The Hellmann Lab strives to:
- Understand ecological responses to climate and other environmental changes;
- Develop strategies to help people and ecosystems reverse or adapt to these changes;
- Engage in regular dialog with the public to implement such strategies.
Specifically, we do field and laboratory experiments, develop conceptual theories and mathematical models, use genomic techniques (next-generation sequencing (454) and microarrays), and explore the impacts of climatic change to test fundamental processes in ecology and evolution, reveal ecological responses to global change, and form management strategies to improve management of natural resources. Much of the work in our lab aims to predict changes in the geographic distribution of species and explores methods to help species and people adjust to climate change, particularly in insect and plant systems. We often find working with Lepidoptera fun and insightful.
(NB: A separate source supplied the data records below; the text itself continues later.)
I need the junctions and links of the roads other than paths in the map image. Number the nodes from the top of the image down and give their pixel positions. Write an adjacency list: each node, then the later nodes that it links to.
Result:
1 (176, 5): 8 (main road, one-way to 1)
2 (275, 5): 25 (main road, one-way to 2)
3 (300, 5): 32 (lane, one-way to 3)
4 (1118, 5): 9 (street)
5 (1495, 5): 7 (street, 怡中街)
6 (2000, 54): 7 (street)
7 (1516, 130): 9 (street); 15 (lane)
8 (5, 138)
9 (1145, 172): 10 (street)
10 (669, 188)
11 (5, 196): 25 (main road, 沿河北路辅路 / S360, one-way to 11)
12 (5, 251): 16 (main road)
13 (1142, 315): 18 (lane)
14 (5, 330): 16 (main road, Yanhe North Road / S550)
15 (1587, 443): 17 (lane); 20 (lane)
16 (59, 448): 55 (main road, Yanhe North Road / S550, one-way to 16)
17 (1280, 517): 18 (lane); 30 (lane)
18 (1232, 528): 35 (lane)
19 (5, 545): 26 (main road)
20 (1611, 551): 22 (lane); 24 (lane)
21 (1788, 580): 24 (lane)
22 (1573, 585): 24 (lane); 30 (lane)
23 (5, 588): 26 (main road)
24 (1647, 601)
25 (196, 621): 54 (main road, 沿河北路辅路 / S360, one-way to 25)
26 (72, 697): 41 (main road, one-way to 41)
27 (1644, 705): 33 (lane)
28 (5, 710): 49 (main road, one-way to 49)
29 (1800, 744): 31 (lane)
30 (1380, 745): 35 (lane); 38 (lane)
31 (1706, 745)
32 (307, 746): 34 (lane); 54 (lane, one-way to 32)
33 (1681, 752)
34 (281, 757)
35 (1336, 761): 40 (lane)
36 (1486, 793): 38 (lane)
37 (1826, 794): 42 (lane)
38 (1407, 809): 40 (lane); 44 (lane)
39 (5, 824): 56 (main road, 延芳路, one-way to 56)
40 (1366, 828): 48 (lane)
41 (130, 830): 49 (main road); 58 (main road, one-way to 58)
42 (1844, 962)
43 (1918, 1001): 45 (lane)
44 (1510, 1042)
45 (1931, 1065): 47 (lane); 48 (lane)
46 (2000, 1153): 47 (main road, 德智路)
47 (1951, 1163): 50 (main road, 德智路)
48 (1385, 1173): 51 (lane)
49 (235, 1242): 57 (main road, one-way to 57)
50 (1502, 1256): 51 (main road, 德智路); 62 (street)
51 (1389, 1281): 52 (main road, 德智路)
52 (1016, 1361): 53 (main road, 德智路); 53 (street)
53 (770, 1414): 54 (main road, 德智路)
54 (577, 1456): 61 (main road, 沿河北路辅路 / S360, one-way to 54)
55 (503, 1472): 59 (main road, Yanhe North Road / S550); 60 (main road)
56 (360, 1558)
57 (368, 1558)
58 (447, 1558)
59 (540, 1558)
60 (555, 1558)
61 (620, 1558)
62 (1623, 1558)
The Lab also leverages our knowledge of ecology and climate science to do interdisciplinary and applied research in climate change adaptation, often with stakeholders in agencies and industry. Adaptation is about reducing the effects of climate change on ecological and humans systems though new and improved management techniques. Our adaptation research, for example, includes the Global Adaptation Index (ND-GAIN), the Collaboratory for Adaptation to Climate Change, and research on the benefits and costs of managed relocation (assisted migration).
Not surprisingly, much of this work overlaps with the Institute on the Environment that Hellmann directs.